_YOUR OBJECTIVE_:
Using the entries below, show all lines with the string "lane".

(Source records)
--

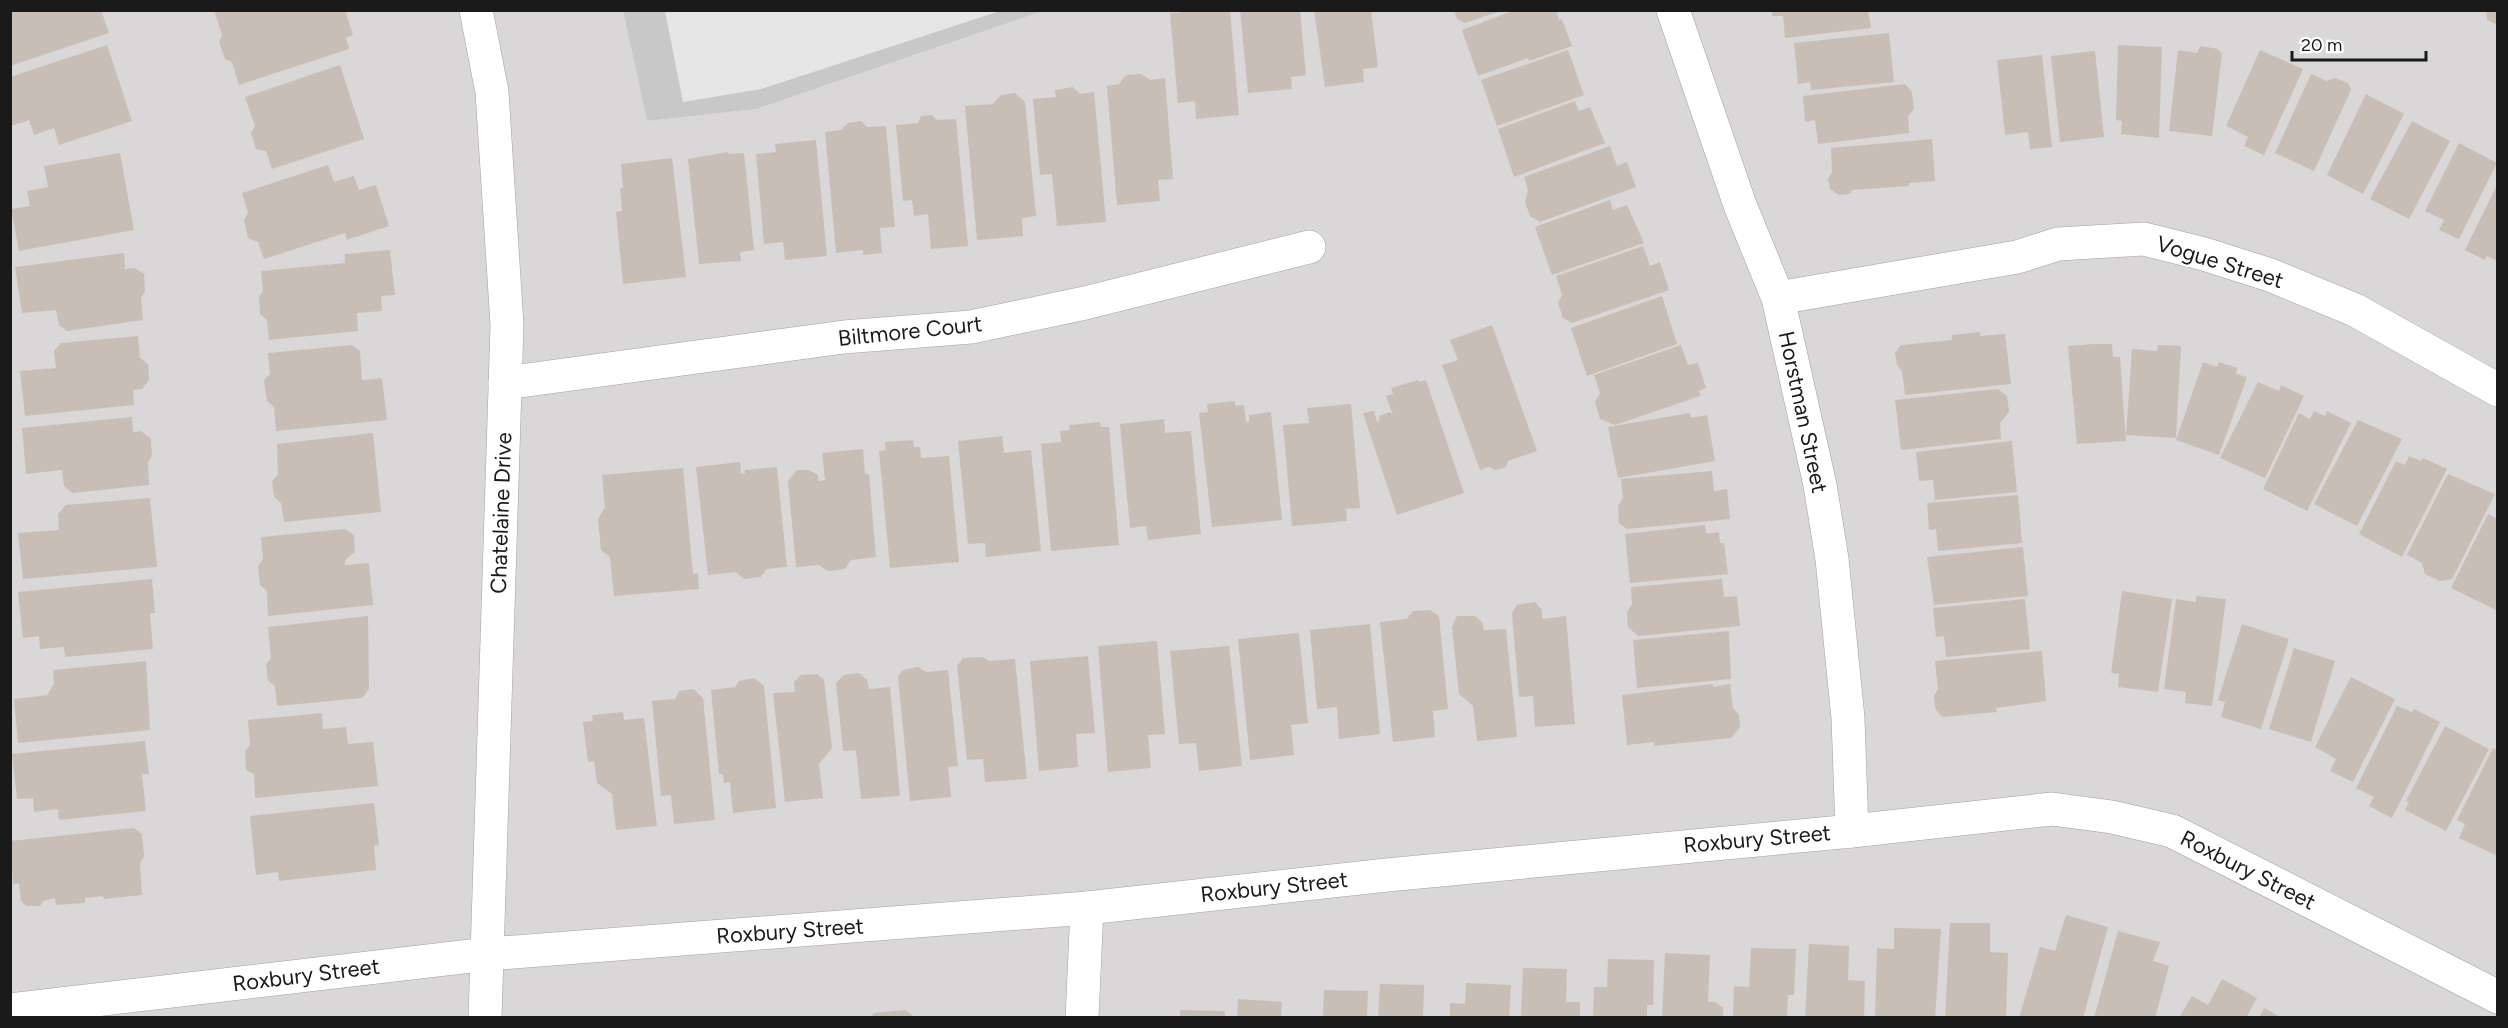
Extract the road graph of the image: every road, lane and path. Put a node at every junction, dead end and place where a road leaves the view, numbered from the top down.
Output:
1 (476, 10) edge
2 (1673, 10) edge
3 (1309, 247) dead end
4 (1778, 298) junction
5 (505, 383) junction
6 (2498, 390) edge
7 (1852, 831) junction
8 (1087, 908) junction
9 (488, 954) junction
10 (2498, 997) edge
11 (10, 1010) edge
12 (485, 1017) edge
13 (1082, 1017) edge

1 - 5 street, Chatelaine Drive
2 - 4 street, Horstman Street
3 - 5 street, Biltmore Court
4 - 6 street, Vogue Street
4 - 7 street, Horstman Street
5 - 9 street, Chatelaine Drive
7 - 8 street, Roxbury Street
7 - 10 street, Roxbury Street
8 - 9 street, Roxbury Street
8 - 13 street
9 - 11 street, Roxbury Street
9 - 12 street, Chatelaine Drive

--

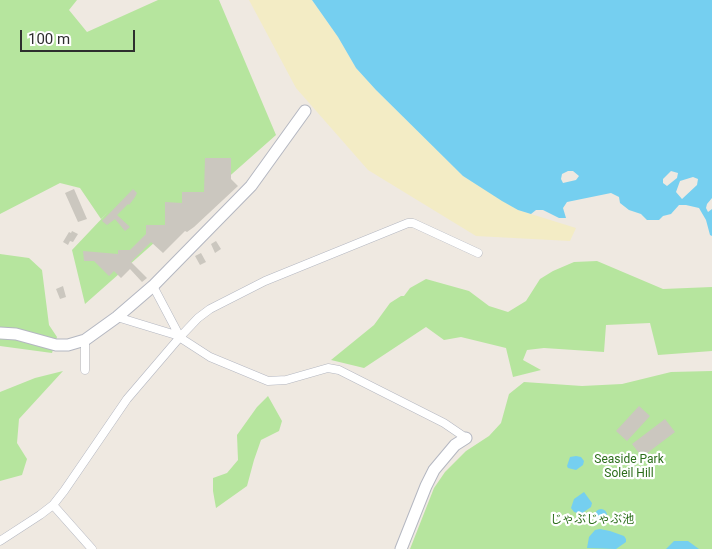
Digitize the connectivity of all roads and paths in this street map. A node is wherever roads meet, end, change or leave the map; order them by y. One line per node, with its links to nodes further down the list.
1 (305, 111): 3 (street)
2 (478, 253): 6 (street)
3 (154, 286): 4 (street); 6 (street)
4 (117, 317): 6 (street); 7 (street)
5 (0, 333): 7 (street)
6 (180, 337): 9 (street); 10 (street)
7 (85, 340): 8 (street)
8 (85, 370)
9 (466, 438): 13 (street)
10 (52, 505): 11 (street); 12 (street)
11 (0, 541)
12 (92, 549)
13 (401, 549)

--

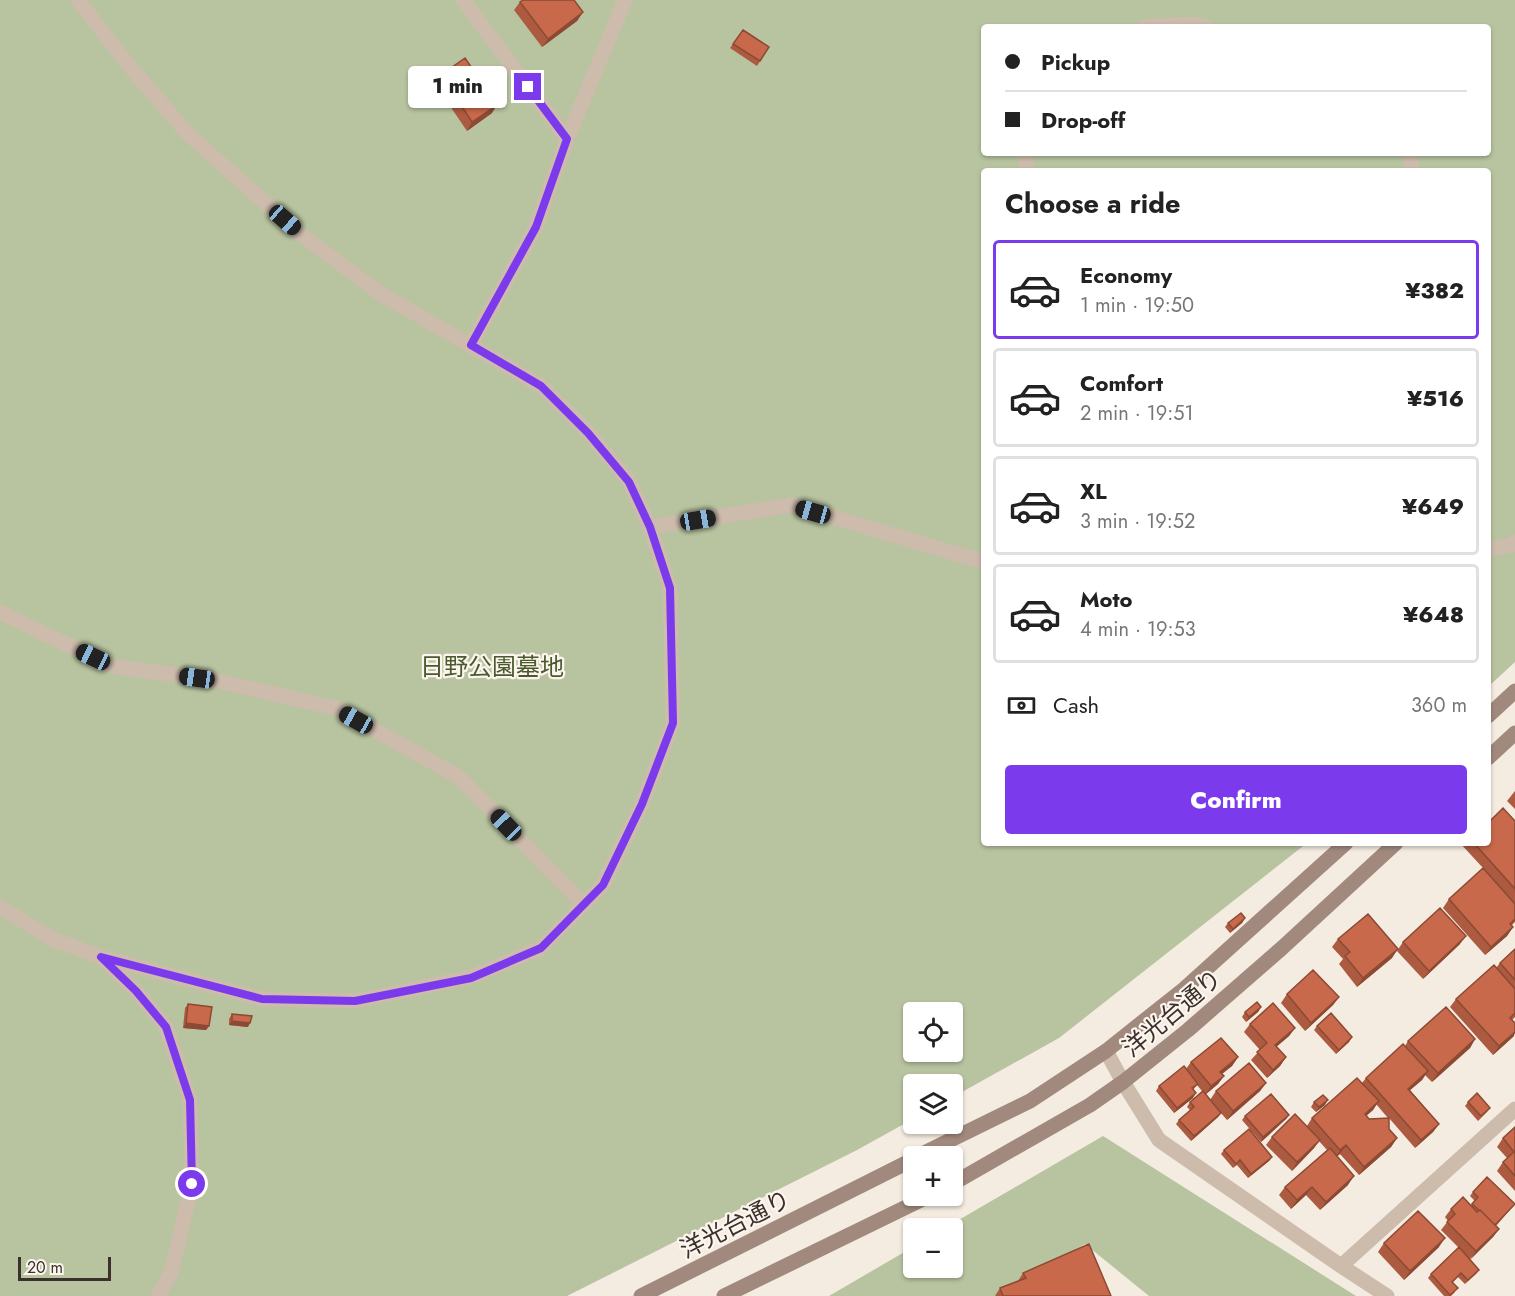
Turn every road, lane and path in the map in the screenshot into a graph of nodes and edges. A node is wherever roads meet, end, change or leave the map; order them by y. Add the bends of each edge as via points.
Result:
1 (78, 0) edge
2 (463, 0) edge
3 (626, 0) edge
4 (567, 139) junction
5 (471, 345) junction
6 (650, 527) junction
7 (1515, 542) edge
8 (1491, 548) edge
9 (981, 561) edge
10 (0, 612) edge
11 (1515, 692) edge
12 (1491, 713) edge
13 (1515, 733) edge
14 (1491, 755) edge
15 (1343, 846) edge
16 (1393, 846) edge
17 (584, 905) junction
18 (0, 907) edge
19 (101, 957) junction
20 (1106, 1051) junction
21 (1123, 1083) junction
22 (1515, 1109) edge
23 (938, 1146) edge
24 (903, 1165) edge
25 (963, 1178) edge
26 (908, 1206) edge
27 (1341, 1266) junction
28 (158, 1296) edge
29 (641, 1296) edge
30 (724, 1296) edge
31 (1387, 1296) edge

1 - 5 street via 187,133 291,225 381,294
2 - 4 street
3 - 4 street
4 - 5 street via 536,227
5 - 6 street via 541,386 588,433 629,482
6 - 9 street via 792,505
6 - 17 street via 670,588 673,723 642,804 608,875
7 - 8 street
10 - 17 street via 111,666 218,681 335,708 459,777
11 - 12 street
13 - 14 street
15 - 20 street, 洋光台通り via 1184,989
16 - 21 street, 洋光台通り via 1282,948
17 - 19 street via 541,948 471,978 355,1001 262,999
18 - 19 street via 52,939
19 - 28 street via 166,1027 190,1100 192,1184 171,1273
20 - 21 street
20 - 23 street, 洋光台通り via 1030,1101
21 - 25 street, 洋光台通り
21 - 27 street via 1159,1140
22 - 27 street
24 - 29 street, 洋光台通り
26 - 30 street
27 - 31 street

--

_WRITTEN REPLY_:
Extract the road graph of the image: every road, lane and path. Put a node at every junction, dead end and place where a road leaves the view, numbered from the top down.
Turn every road, lane and path in the map in the screenshot into a graph of nodes and edges. A node is wherever roads meet, end, change or leave the map; order them by y. Add the bends of each edge as via points.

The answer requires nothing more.